■ **Instructions for the task**: Leave every picture out and give back the lines below from the first through the line that holds "ring tip: (701, 417)", exactly as written.

■ **Extracted records**:
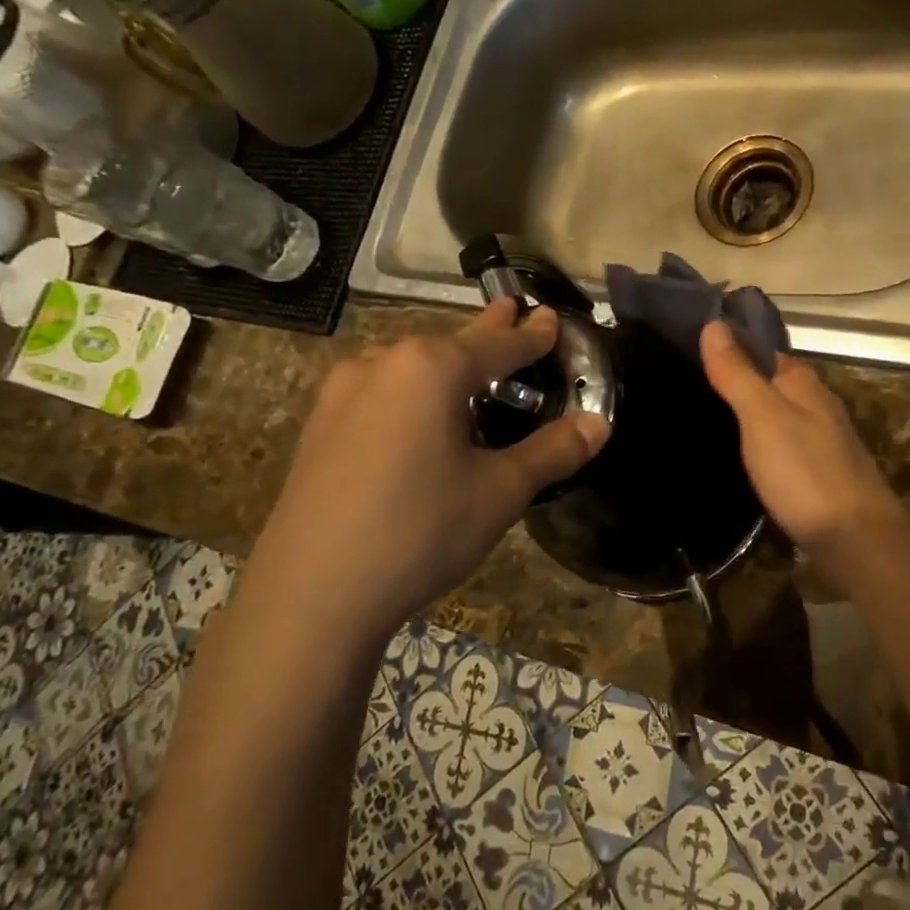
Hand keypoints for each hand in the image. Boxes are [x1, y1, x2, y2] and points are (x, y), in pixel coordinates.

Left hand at [244, 301, 609, 654]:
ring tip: (467, 369)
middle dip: (486, 333)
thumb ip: (552, 452)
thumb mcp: (500, 492)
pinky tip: (414, 416)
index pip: (499, 343)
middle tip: (511, 313)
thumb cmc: (419, 531)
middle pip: (450, 344)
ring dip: (444, 363)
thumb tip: (598, 424)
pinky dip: (410, 390)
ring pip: (409, 365)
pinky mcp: (318, 427)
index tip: (549, 317)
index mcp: (431, 368)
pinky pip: (379, 391)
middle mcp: (383, 364)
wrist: (310, 596)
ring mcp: (341, 393)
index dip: (531, 334)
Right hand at [700, 321, 909, 557]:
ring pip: (775, 414)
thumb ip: (738, 374)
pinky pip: (780, 444)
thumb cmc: (805, 471)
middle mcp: (815, 403)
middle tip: (685, 385)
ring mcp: (820, 438)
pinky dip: (758, 442)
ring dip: (746, 413)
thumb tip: (714, 324)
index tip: (688, 347)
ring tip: (701, 417)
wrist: (855, 538)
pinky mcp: (817, 471)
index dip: (729, 346)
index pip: (761, 349)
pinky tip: (737, 454)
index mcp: (802, 382)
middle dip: (735, 381)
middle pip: (769, 382)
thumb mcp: (762, 417)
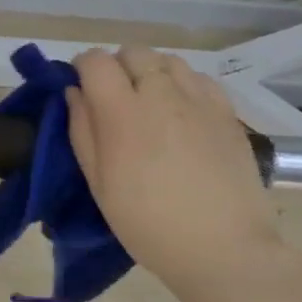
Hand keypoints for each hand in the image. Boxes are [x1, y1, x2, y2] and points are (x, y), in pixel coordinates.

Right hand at [65, 46, 284, 291]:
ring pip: (167, 61)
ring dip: (151, 73)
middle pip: (133, 52)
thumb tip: (75, 92)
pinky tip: (182, 113)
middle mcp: (161, 94)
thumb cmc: (148, 224)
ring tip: (151, 105)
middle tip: (116, 100)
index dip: (83, 68)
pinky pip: (198, 78)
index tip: (82, 89)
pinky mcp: (227, 111)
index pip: (96, 61)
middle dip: (118, 67)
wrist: (223, 248)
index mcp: (122, 113)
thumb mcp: (99, 184)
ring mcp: (199, 99)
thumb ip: (82, 130)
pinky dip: (183, 85)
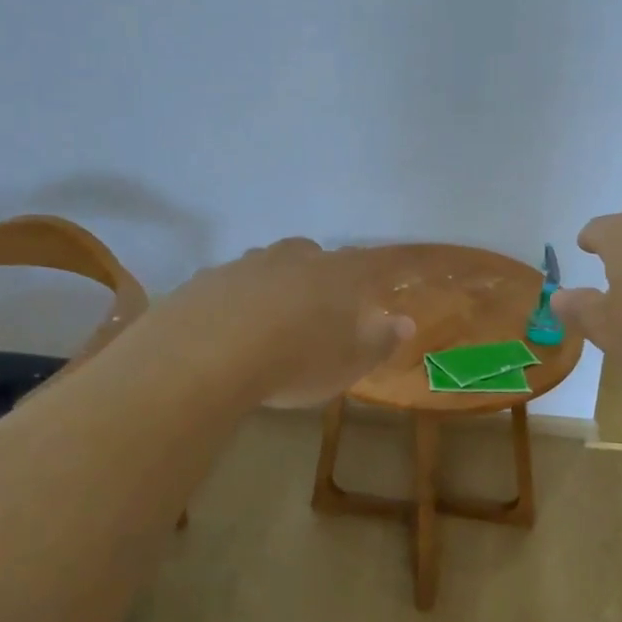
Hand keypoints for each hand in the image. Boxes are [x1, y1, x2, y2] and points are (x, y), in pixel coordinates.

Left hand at [160, 238, 414, 406]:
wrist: (205, 356)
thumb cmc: (294, 362)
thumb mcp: (348, 364)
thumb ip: (379, 341)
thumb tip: (405, 322)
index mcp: (340, 275)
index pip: (382, 262)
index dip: (402, 263)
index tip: (416, 264)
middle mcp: (297, 258)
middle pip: (319, 256)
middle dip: (327, 276)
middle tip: (325, 309)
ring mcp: (249, 263)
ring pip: (274, 266)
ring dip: (281, 284)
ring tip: (276, 321)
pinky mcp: (210, 278)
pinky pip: (235, 284)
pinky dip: (241, 299)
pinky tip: (233, 329)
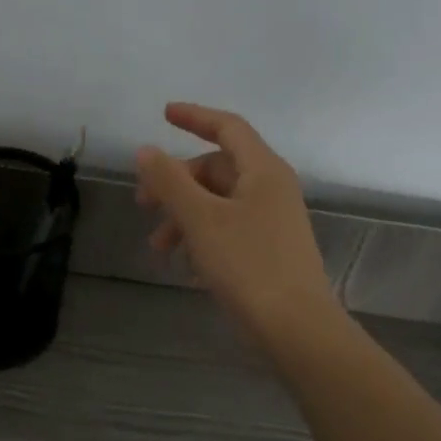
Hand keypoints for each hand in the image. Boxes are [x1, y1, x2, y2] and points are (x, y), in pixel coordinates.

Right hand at [135, 103, 340, 343]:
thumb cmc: (248, 264)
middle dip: (177, 183)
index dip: (195, 117)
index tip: (163, 114)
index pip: (228, 127)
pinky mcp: (271, 250)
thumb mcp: (201, 219)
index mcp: (263, 170)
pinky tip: (187, 265)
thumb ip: (170, 181)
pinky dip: (203, 236)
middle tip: (144, 204)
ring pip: (220, 202)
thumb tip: (146, 150)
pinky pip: (229, 228)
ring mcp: (274, 220)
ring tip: (159, 248)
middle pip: (218, 168)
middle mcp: (272, 188)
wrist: (296, 327)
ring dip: (185, 216)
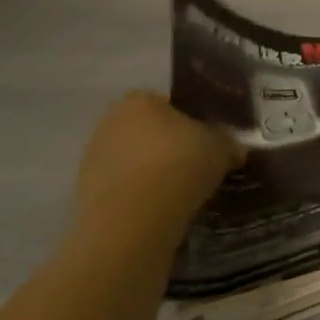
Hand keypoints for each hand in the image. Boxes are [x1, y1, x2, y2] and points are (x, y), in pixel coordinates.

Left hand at [71, 92, 245, 252]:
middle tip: (194, 161)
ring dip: (149, 169)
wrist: (136, 218)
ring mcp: (92, 159)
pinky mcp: (84, 193)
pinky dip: (137, 193)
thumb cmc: (182, 164)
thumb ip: (228, 143)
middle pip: (145, 130)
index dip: (188, 119)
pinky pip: (121, 186)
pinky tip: (159, 207)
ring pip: (131, 158)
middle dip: (166, 144)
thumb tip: (235, 149)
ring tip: (178, 189)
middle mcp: (110, 123)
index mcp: (140, 101)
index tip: (204, 138)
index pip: (167, 103)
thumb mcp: (222, 148)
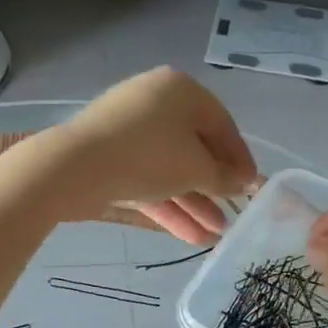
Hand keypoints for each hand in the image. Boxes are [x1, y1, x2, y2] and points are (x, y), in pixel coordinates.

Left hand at [48, 68, 259, 242]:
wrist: (75, 167)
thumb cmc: (149, 155)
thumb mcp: (196, 168)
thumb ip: (223, 176)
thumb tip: (241, 180)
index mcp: (181, 90)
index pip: (221, 124)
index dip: (240, 158)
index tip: (253, 186)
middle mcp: (155, 102)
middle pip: (194, 148)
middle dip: (213, 187)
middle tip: (232, 215)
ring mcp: (128, 130)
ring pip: (169, 168)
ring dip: (192, 202)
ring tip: (214, 236)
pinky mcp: (109, 156)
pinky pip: (146, 178)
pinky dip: (166, 204)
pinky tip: (189, 236)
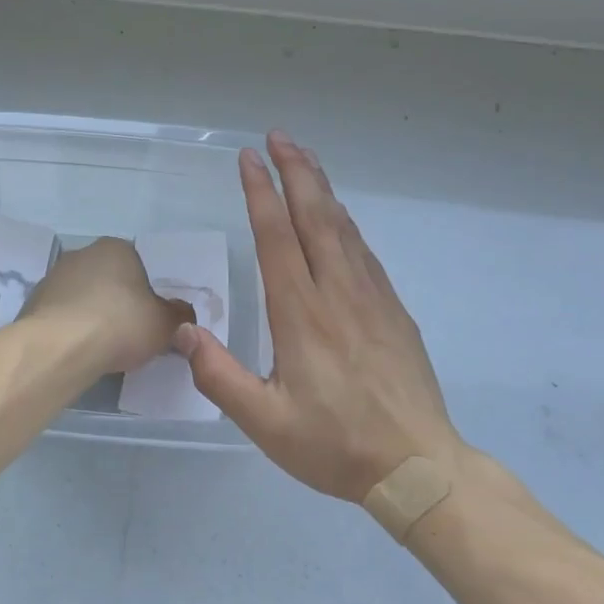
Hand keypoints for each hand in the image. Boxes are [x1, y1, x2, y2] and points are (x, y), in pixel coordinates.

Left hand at [23, 237, 194, 374]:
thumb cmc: (120, 324)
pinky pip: (61, 315)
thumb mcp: (165, 324)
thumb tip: (182, 313)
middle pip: (107, 279)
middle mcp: (82, 254)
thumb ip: (178, 315)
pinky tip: (77, 351)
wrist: (61, 346)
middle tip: (128, 334)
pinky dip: (70, 329)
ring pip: (82, 296)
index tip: (148, 319)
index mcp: (116, 248)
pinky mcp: (33, 302)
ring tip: (101, 347)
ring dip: (91, 315)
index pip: (137, 265)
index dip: (145, 293)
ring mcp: (53, 276)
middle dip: (116, 302)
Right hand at [174, 132, 465, 501]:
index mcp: (302, 314)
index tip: (249, 158)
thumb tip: (184, 331)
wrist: (420, 468)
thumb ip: (219, 376)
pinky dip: (344, 221)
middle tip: (278, 136)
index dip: (261, 193)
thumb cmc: (335, 445)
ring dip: (321, 187)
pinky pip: (363, 250)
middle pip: (315, 216)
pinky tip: (337, 215)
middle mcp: (337, 293)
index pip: (277, 237)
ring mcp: (371, 298)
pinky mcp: (393, 310)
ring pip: (342, 227)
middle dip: (296, 171)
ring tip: (304, 158)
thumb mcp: (265, 423)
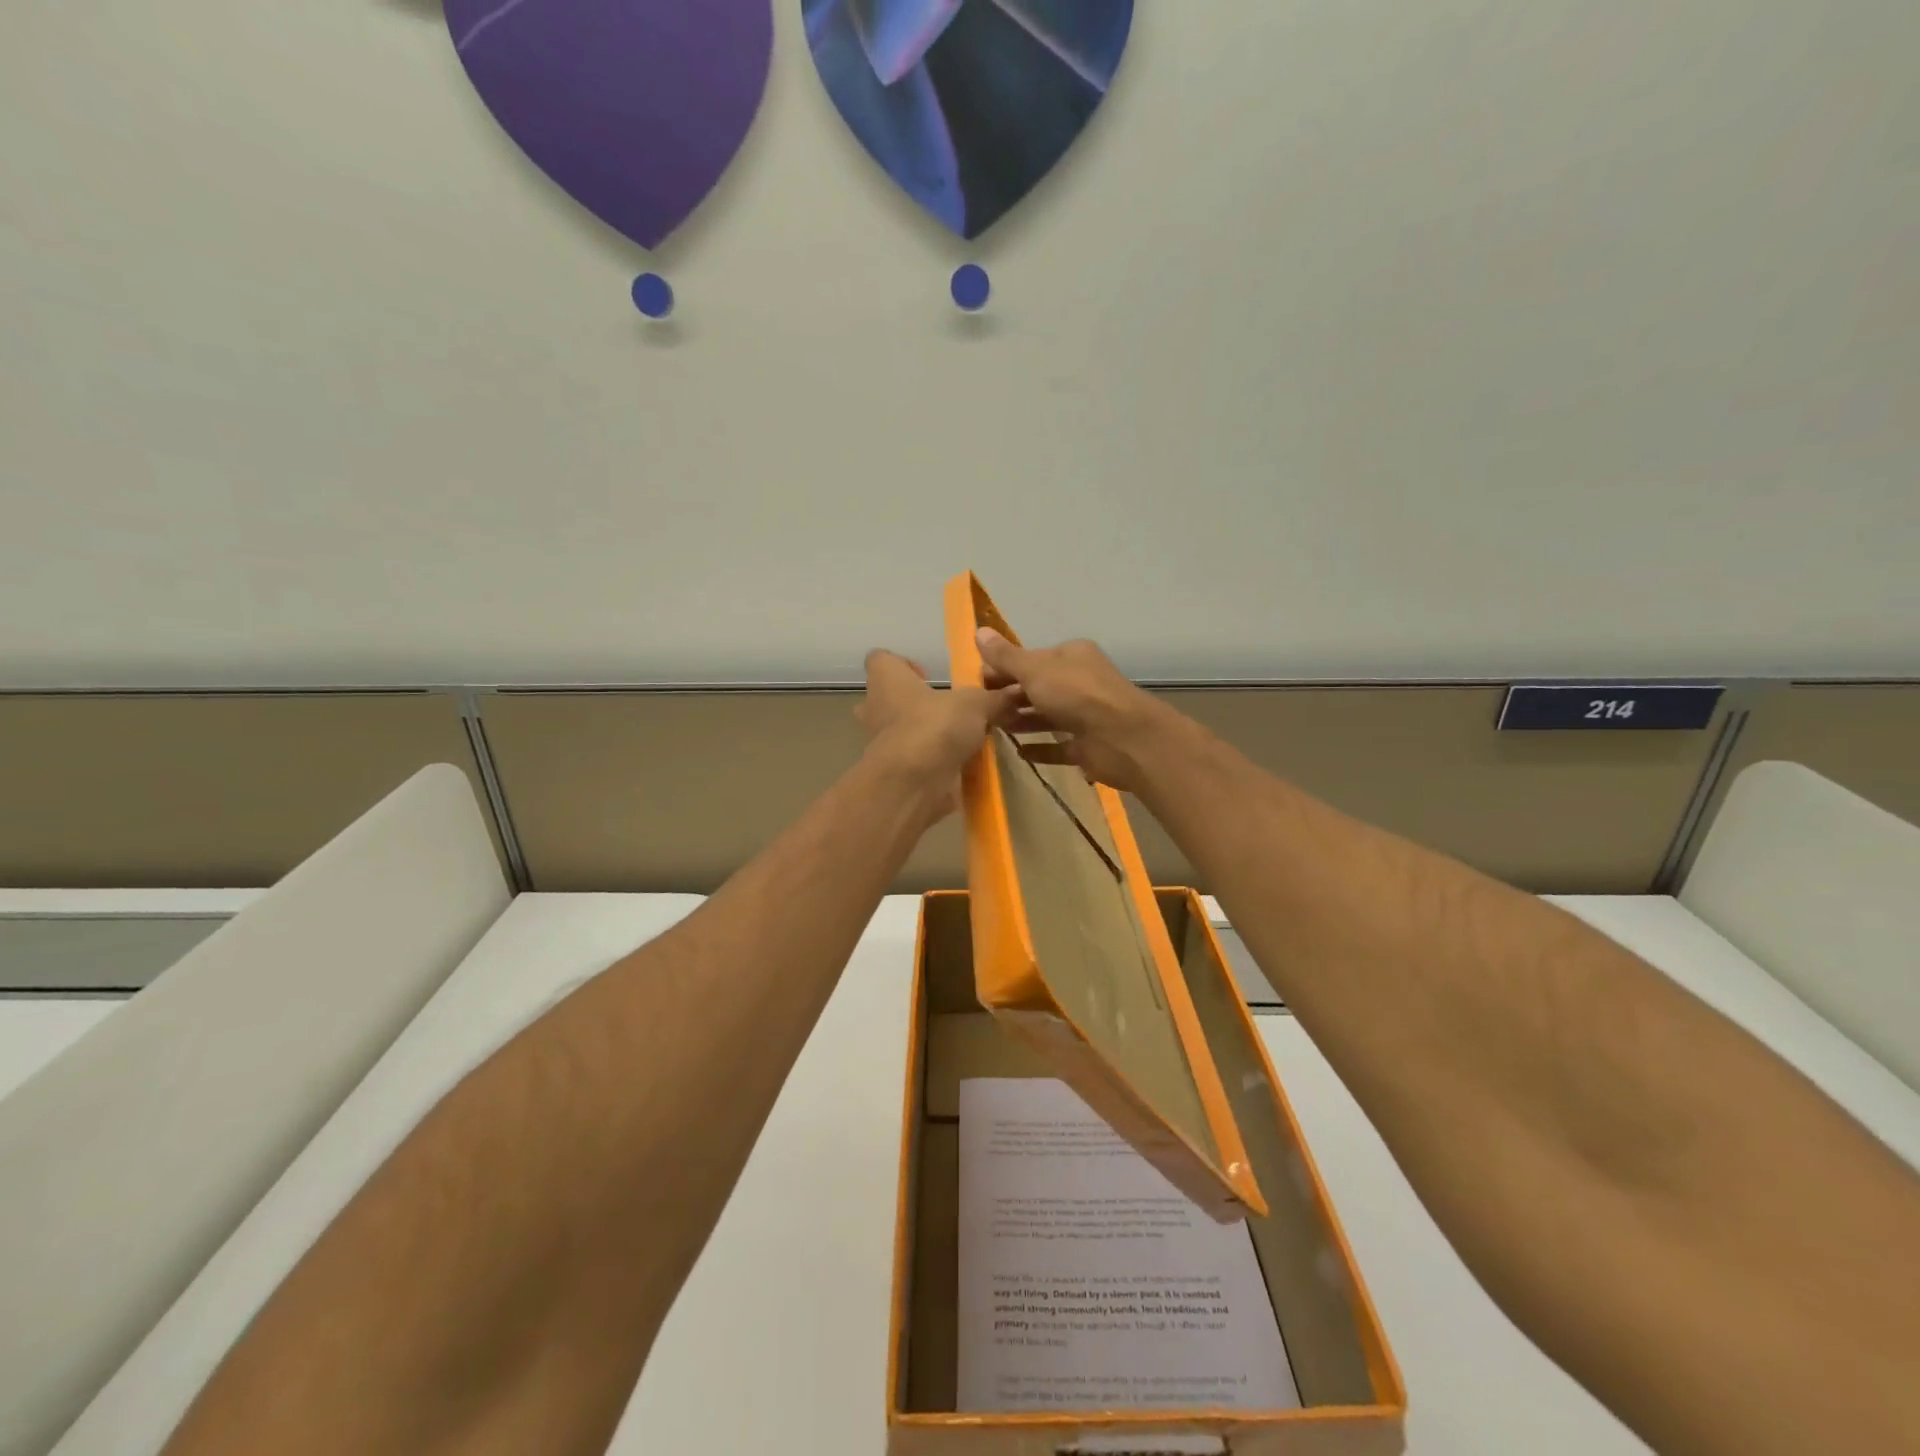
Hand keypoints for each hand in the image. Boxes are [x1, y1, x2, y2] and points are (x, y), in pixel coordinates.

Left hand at [856, 650, 1020, 820]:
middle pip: (889, 698)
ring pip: (901, 732)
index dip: (903, 664)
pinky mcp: (894, 773)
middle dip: (916, 703)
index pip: (881, 659)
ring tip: (961, 738)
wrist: (913, 785)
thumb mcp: (976, 704)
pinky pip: (914, 761)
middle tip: (948, 709)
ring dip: (927, 734)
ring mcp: (881, 744)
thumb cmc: (935, 727)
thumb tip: (1018, 691)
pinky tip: (961, 764)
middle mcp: (876, 709)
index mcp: (886, 680)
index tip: (928, 675)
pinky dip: (932, 762)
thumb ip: (995, 698)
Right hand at [974, 629, 1168, 791]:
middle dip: (1010, 696)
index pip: (1031, 659)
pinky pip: (1059, 745)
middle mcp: (1080, 682)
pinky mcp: (1088, 745)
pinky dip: (1040, 748)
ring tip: (993, 729)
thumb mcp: (1035, 670)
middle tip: (981, 709)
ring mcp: (1085, 714)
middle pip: (1038, 687)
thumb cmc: (1077, 695)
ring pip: (1047, 715)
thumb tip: (978, 630)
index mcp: (1072, 656)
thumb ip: (1006, 656)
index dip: (1004, 668)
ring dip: (1022, 720)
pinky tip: (1019, 753)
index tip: (978, 683)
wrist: (1123, 738)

■ **Task response**:
Hand keypoints for each hand in the image. Boxes are [x1, y1, x2, y2] and points are (x, y), in pixel coordinates.

Left hand at [244, 301, 609, 654]:
ring tip: (467, 369)
middle dip: (486, 333)
thumb ip: (552, 452)
thumb mcp: (500, 492)
pinky tip: (414, 416)
index pip: (499, 343)
middle tip: (511, 313)
thumb cmc: (419, 531)
middle pip: (450, 344)
ring dip: (444, 363)
thumb tip: (598, 424)
pinky dip: (410, 390)
ring pip: (409, 365)
pinky mcp: (318, 427)
index tip: (549, 317)
index mcp: (431, 368)
pinky pip: (379, 391)
middle mcp: (383, 364)
wrist: (310, 596)
ring mcp: (341, 393)
index dip: (531, 334)
Right hand at [700, 321, 909, 557]:
ring pip: (775, 414)
thumb ip: (738, 374)
pinky pip: (780, 444)
thumb cmc: (805, 471)
middle mcp: (815, 403)
middle tip: (685, 385)
ring mcp: (820, 438)
pinky dip: (758, 442)
ring dip: (746, 413)
thumb tip: (714, 324)
index tip: (688, 347)
ring tip: (701, 417)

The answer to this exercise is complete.